◆ PROVIDED INFORMATION
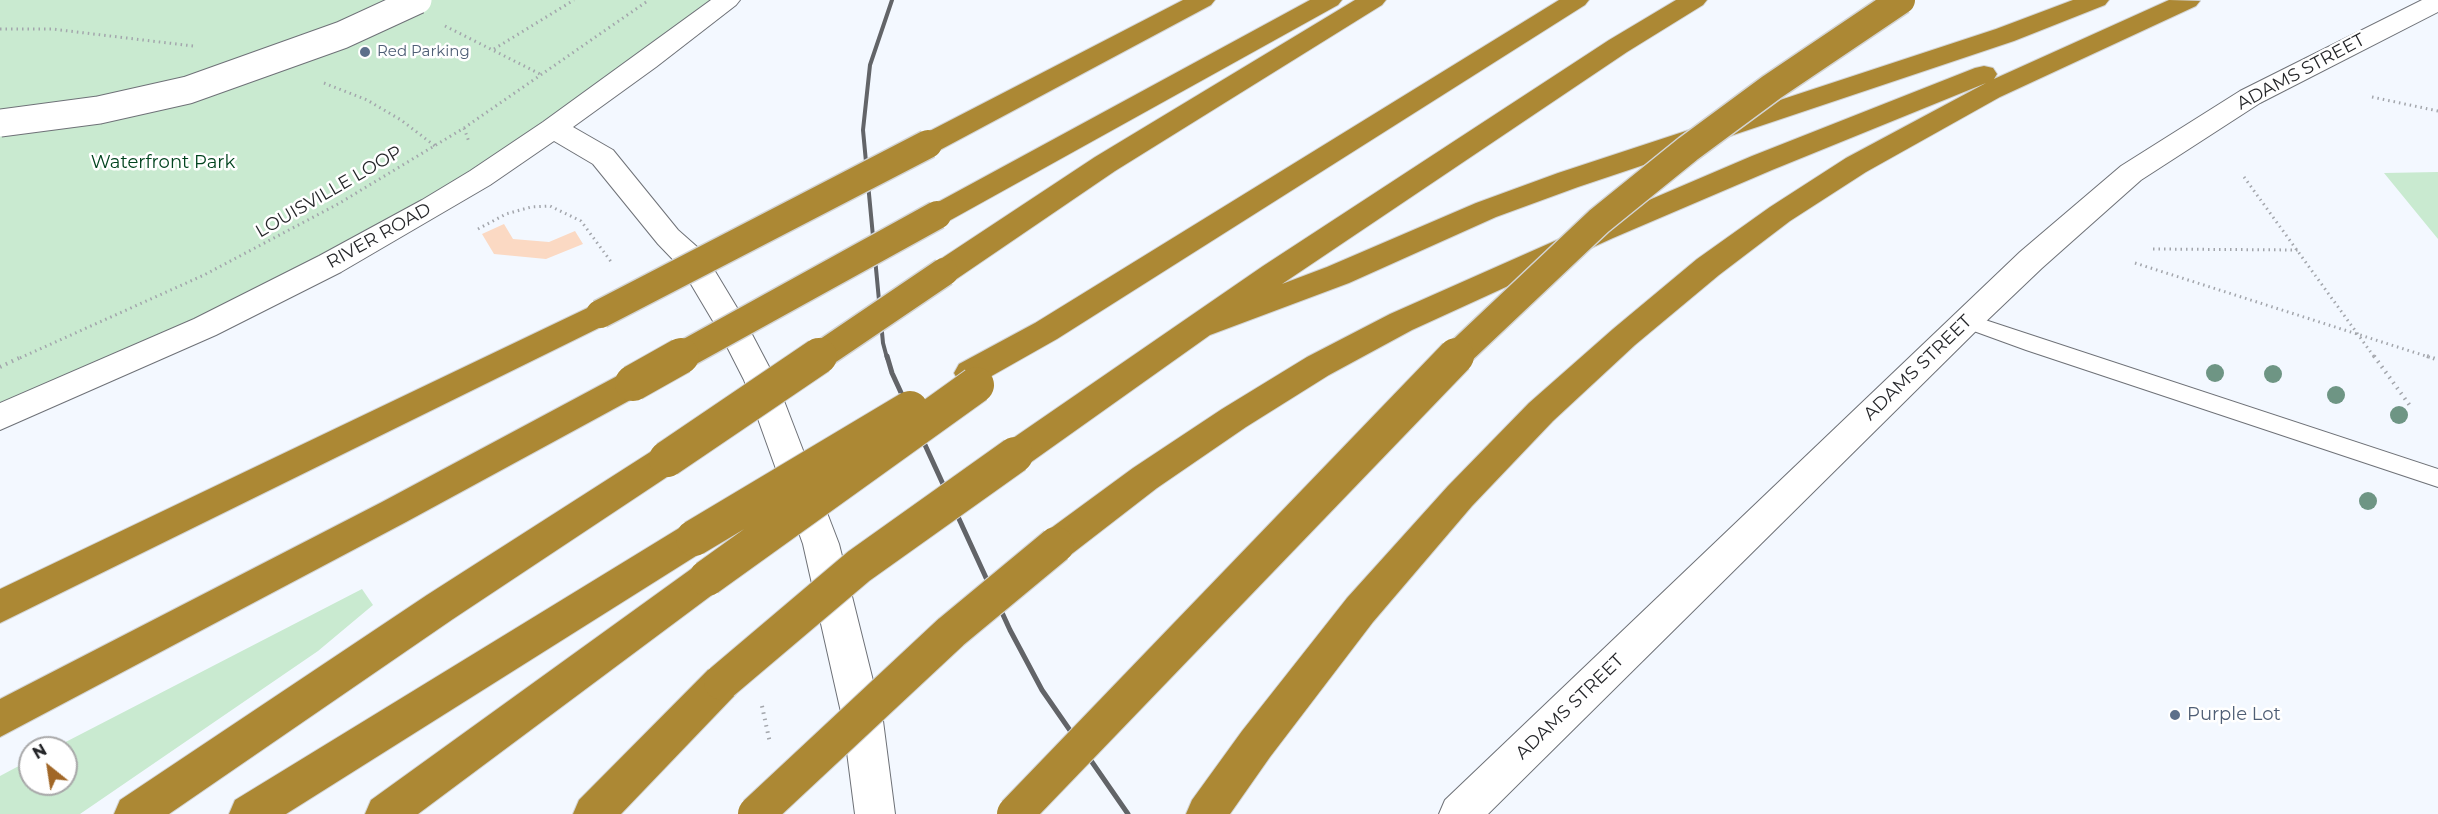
<!DOCTYPE html>
<html>
<head>
<meta charset="utf-8">
<style>
  body { margin:0 }
  #map { position:relative; width:2438px; height:814px; overflow:hidden; background:#f3f8ff; font-family:Montserrat,sans-serif }
  canvas { display:block }
  .north { position:absolute; left:18px; top:736px; width:60px; height:60px; box-sizing:border-box; background:#fff; border:2px solid #a8a8a9; border-radius:50%; rotate:330deg; font-size:16px; font-weight:700; line-height:24px; text-align:center; color:#252629 }
  .north::after { content:''; display:block; margin:auto; width:21px; height:27px; background:#a16727; clip-path:polygon(50% 0,100% 100%,50% 72%,0 100%) }
</style>
</head>
<body>
<div id="map">
<canvas width="2438" height="814"></canvas>
<div class="north">N</div>
</div>
<script>
const context = document.querySelector('canvas').getContext('2d');
context.lineJoin = 'round';
function paint(path, color) { context.fillStyle = color; context.fill(path, 'evenodd'); }
const toPath = rows => new Path2D(rows.map(r => 'M' + r).join(''));
function trace(path, color, width, dash) { context.strokeStyle = color; context.lineWidth = width; context.lineCap = dash ? 'butt' : 'round'; context.setLineDash(dash || []); context.stroke(path); }
function write(font, color, halo, rows, align = 'center') {
  context.font = font + ' Montserrat,sans-serif'; context.lineWidth = 5; context.setLineDash([]); context.textBaseline = 'middle'; context.strokeStyle = halo; context.fillStyle = color; for (const [text, x, y, turn = 0] of rows) {
    context.save(); context.translate(x, y); context.rotate((+turn || 0) * Math.PI / 180); context.textAlign = isNaN(turn) ? turn : align; if (halo) context.strokeText(text, 0, 0); context.fillText(text, 0, 0); context.restore();
  }
}
paint(toPath([
  [0,0,724,0,553,128,205,327,0,416],
  [2438,172,2438,239,2384,173],
  [362,589,373,605,318,651,80,814,0,814,0,776,30,760,30,784,66,784,66,748,54,748]
]), '#c9ead0');
paint(toPath([
  [504,224,513,239,549,242,575,231,583,244,546,259,494,254,482,234]
]), '#fbd9c3');
const service = toPath([
  [1967,314,2438,469,2438,487,2026,350,1960,326,1957,321,1960,316,1967,314]
]);
const tertiary = toPath([
  [711,0,740,0,736,5,656,67,573,127,613,150,678,230,704,253,745,321,776,380,839,544,883,721,895,814,855,814,843,721,803,544,744,380,720,333,682,269,658,244,593,164,554,141,490,185,341,272,216,335,0,430,0,403,194,319,319,256,422,200,470,171,543,122,711,0],
  [2422,0,2438,0,2438,12,2260,103,2141,180,2042,268,1978,329,1488,814,1439,814,1445,800,1956,313,2020,252,2121,166,2240,91,2422,0]
]);
const motorway = toPath([
  [1183,0,1215,0,1211,5,938,151,928,153,918,151,914,144,918,137,1183,0],
  [1310,0,1342,0,1338,5,947,222,937,225,927,222,922,215,927,208,1310,0],
  [1355,0,1386,0,1382,5,1115,171,955,280,944,283,933,280,929,272,933,264,1095,157,1355,0],
  [1559,0,1589,0,1585,5,1057,339,981,382,970,385,959,382,954,373,959,364,1035,323,1559,0],
  [1676,0,1707,0,1703,5,1627,52,1282,284,1327,267,1476,203,1558,173,1996,29,2073,0,2109,0,2105,5,2014,41,1578,187,1496,217,1349,283,1210,335,1027,465,1015,469,1003,465,998,455,1003,445,1263,266,1609,40,1676,0],
  [2169,0,2200,1,2196,6,2000,97,1866,172,1790,221,1719,275,1635,345,1553,421,1472,506,1373,622,1270,757,1230,814,1186,814,1192,800,1242,731,1347,598,1448,486,1529,403,1613,329,1697,259,1770,207,1846,158,1986,83,1772,170,1613,238,1412,330,1329,375,1246,427,1157,488,1069,556,1056,560,1043,556,1038,545,1043,534,1133,468,1222,409,1307,357,1390,314,1593,224,1752,156,1975,68,1984,66,1993,68,1997,74,1994,79,2169,0],
  [600,302,611,306,616,314,611,322,0,623,0,589,600,302],
  [633,370,645,374,649,383,645,392,406,522,0,737,0,699,382,502,621,374,633,370],
  [667,445,679,449,684,459,679,469,453,619,169,814,114,814,120,800,427,595,655,449,667,445],
  [694,523,707,527,712,538,707,549,286,814,229,814,235,800,681,527,694,523],
  [707,562,720,567,725,578,720,589,418,814,365,814,371,800,694,567,707,562],
  [722,664,736,670,741,682,736,694,621,814,573,814,579,800,708,670,722,664]
]);
trace(service, '#6e7177', 2);
trace(tertiary, '#6e7177', 2);
trace(motorway, '#d3d4d4', 2);
trace(toPath([
  [445,26,542,75],
  [0,29,52,29,193,46],
  [494,49,574,0],
  [324,83,367,100,401,120,435,146],
  [2372,97,2438,111],
  [464,128,469,142],
  [2244,177,2375,358],
  [478,229,506,214,531,207,550,206,581,221,612,263],
  [2153,249,2298,250],
  [2135,263,2432,358],
  [20,358,204,275,338,204,464,128,649,0]
]), '#a3a6ac', 3, [1.5, 4]);
trace(toPath([
  [2374,356,2411,407],
  [2427,356,2438,360],
  [0,367,23,356],
  [762,706,770,743]
]), '#a3a6ac', 4, [1.5, 5]);
paint(service, '#fff');
paint(tertiary, '#fff');
paint(motorway, '#ac8834');
trace(toPath([
  [887,358,883,343,863,130,870,65,892,0]
]), '#626468', 4);
trace(toPath([
  [887,356,892,373,1010,630,1042,690,1128,814]
]), '#626468', 5);
const pedestrianBridge = toPath([
  [0,123,99,110,188,90,342,35,418,0]
]);
const motorwayBridgeFar1 = toPath([
  [600,314,928,144],
  [678,358,937,215],
  [817,358,944,272],
  [1454,358,1599,221,1688,149,1772,87,1901,0]
]);
const motorwayBridge = toPath([
  [633,383,681,356],
  [667,459,819,356],
  [694,538,910,409],
  [707,578,976,385],
  [722,682,859,566,1015,455],
  [756,814,951,632,1056,545],
  [1015,814,1456,356]
]);
trace(pedestrianBridge, '#6e7177', 29, []);
trace(motorwayBridgeFar1, '#d3d4d4', 31, []);
trace(motorwayBridge, '#d3d4d4', 38, []);
trace(pedestrianBridge, '#fff', 27);
trace(motorwayBridgeFar1, '#ac8834', 28);
trace(motorwayBridge, '#ac8834', 36);
context.fillStyle = '#6e9584';
for (const [x, y] of [
  [2215,373],
  [2273,374],
  [2336,395],
  [2399,415],
  [2368,501]
]) { context.beginPath(); context.arc(x, y, 9, 0, 2 * Math.PI); context.fill(); }
for (const [x, y, r, color] of [
  [365,52,6,"#5c6f8a"],
  [2175,715,6,"#5c6f8a"]
]) { const dot = new Path2D(); dot.arc(x, y, r, 0, 2 * Math.PI); context.fillStyle = color; context.fill(dot); trace(dot, '#fff', 2); }
write('15px', '#4e5e75', '#fff', [
  ["Red Parking",377,52]
], 'left');
write('18px', '#252629', '#fff', [
  ["ADAMS STREET",2301,72,-28],
  ["LOUISVILLE LOOP",329,192,-30],
  ["RIVER ROAD",379,236,-29],
  ["ADAMS STREET",1918,368,-44],
  ["ADAMS STREET",1570,707,-44]
]);
write('18px', '#02441f', '#fff', [
  ["Waterfront Park",163,163]
]);
write('18px', '#4e5e75', '#fff', [
  ["Purple Lot",2187,715]
], 'left');
</script>
</body>
</html>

◆ EXERCISE INSTRUCTIONS
Scan the records above line by line, counting those where the word "lineWidth" appears, and give the count alone.

◆ TASK OUTPUT
2